Lately there has been much discussion in East Africa about aid from Great Britain. According to many countries over here Britain will not/ is threatening to with hold aid from countries who do not want to change their views or laws concerning human rights, namely gay rights. Somehow this topic came up in the teacher's lounge one day. A teacher was saying how he was listening to the news and he could not understand why someone would protect gay rights unless he himself was gay. I was not going to involve myself in the conversation (theme of this blog), but I felt the need to set the record straight, that someone who stands up for gay rights is not necessarily gay. Some of the teachers at my school think that Great Britain is attempting to, “make [Tanzanians] gay”. They are scared that the only thing keeping them safe from being overtaken is their culture in which it is illegal to be homosexual. I feel this issue is important because it has two sides. Tanzanians are very protective of their culture. In some ways I can see how their culture has been stripped down in the past few decades because of a need to keep up with other developing countries and new technology. As some teachers explained to me, Tanzanians feel the government's job is to protect and promote culture and if that means turning down aid from developed countries, then so be it. I think it is brave of them to tell Britain that they do not need financial aid. I think it is naive to think that homosexuals do not deserve the same rights as everyone else. I also think it is naive to think that establishing equal rights to homosexuals will allow them to “take over” and “cause an end to the human race”. Eventually I explained that I think it is a human right to love whom ever you want. After this confession I received a whole bunch of Bible quotes and that is where I decided to leave the conversation. Often I find myself realizing that no matter how much sense I think I make when arguing my point of view, people here will not understand where I am coming from. They are either deeply rooted in their culture, they feel they are being attacked or they rely on a really old book . I wish I could show them that forward thinking and culture can go hand in hand. Maybe culture could even be preserved by forward thinking...
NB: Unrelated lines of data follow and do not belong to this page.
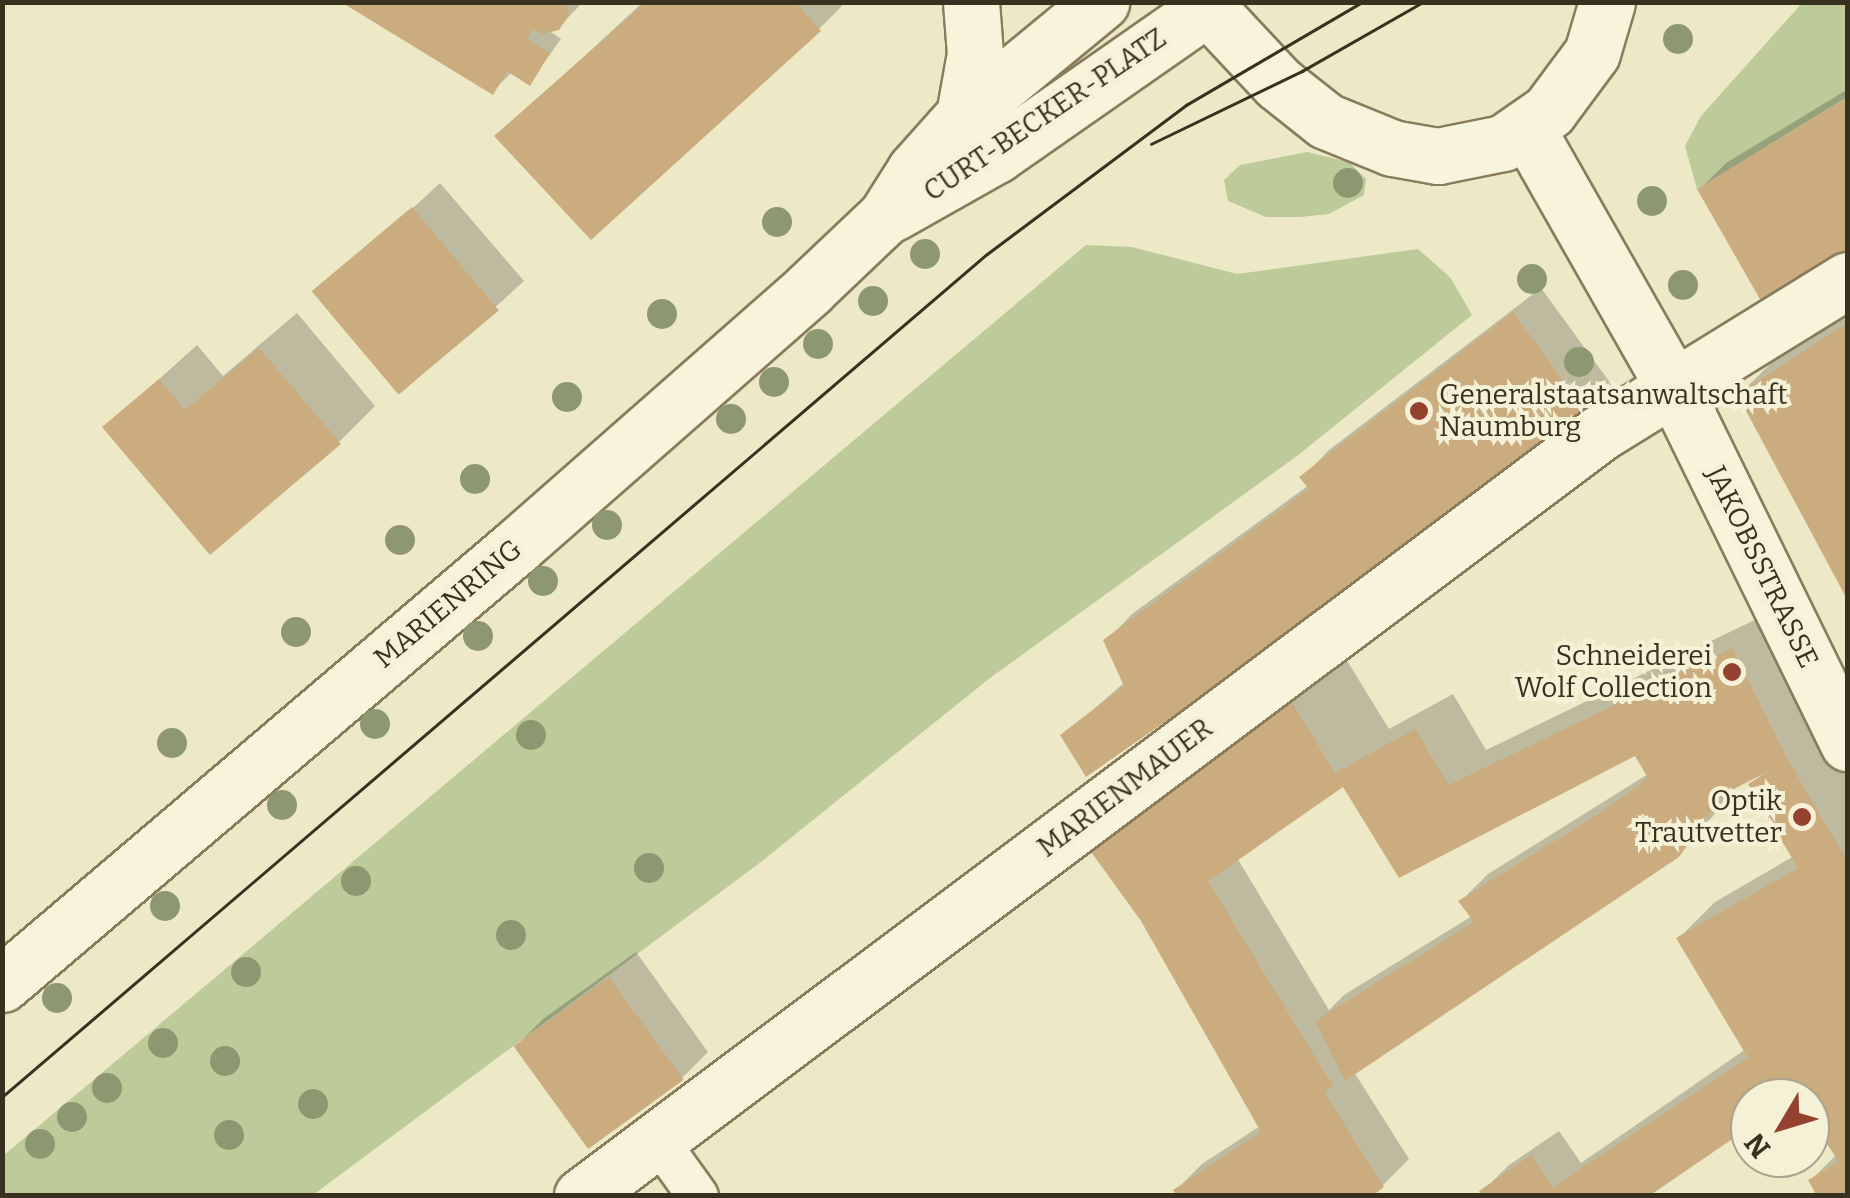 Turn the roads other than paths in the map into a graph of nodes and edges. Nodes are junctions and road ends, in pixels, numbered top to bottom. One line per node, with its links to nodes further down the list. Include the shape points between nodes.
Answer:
1 (972, 2): 5 (street, via 975,54)
2 (1101, 2): 5 (street, CURT-BECKER-PLATZ)
3 (1607, 2): 6 (street, CURT-BECKER-PLATZ, via 1580,74)
4 (1211, 5): 6 (street, CURT-BECKER-PLATZ, via 1297,100 1367,140 1438,156 1486,149); 7 (street, CURT-BECKER-PLATZ, via 996,155)
5 (964, 116): 7 (street, CURT-BECKER-PLATZ, via 915,170)
6 (1527, 129): 9 (street, JAKOBSSTRASSE)
7 (886, 216): 11 (street, MARIENRING, via 517,546)
8 (1848, 280): 9 (street, MARIENMAUER)
9 (1673, 386): 10 (street, JAKOBSSTRASSE); 12 (street, MARIENMAUER, via 1600,433)
10 (1848, 744)
11 (2, 984)
12 (657, 1139): 13 (street, MARIENMAUER); 14 (lane)
13 (582, 1196)
14 (698, 1196)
Speaking of forward thinking, last week I was roped into judging an inter-school debate. Mporoto Secondary came to our school to debate the topic of corporal punishment in schools. It was actually really interesting because the debate was in English and because it was on a topic I feel very strongly about. The students mentioned all of the big pros and cons I have been struggling with since I became a teacher here. Apparently the students are more aware of the situation than I thought they were. One question that was asked during the debate, but unfortunately did not receive and answer was, “What method of discipline should replace corporal punishment in schools?”. For some reason the students could not come up with an alternative. I was again surprised because they are the ones on the wrong end of the stick (literally), but I really cannot blame them. I still have yet to come up with an alternative that would work in all situations. I truly believe the whole education system might need to be changed if the schools wish to eliminate corporal punishment.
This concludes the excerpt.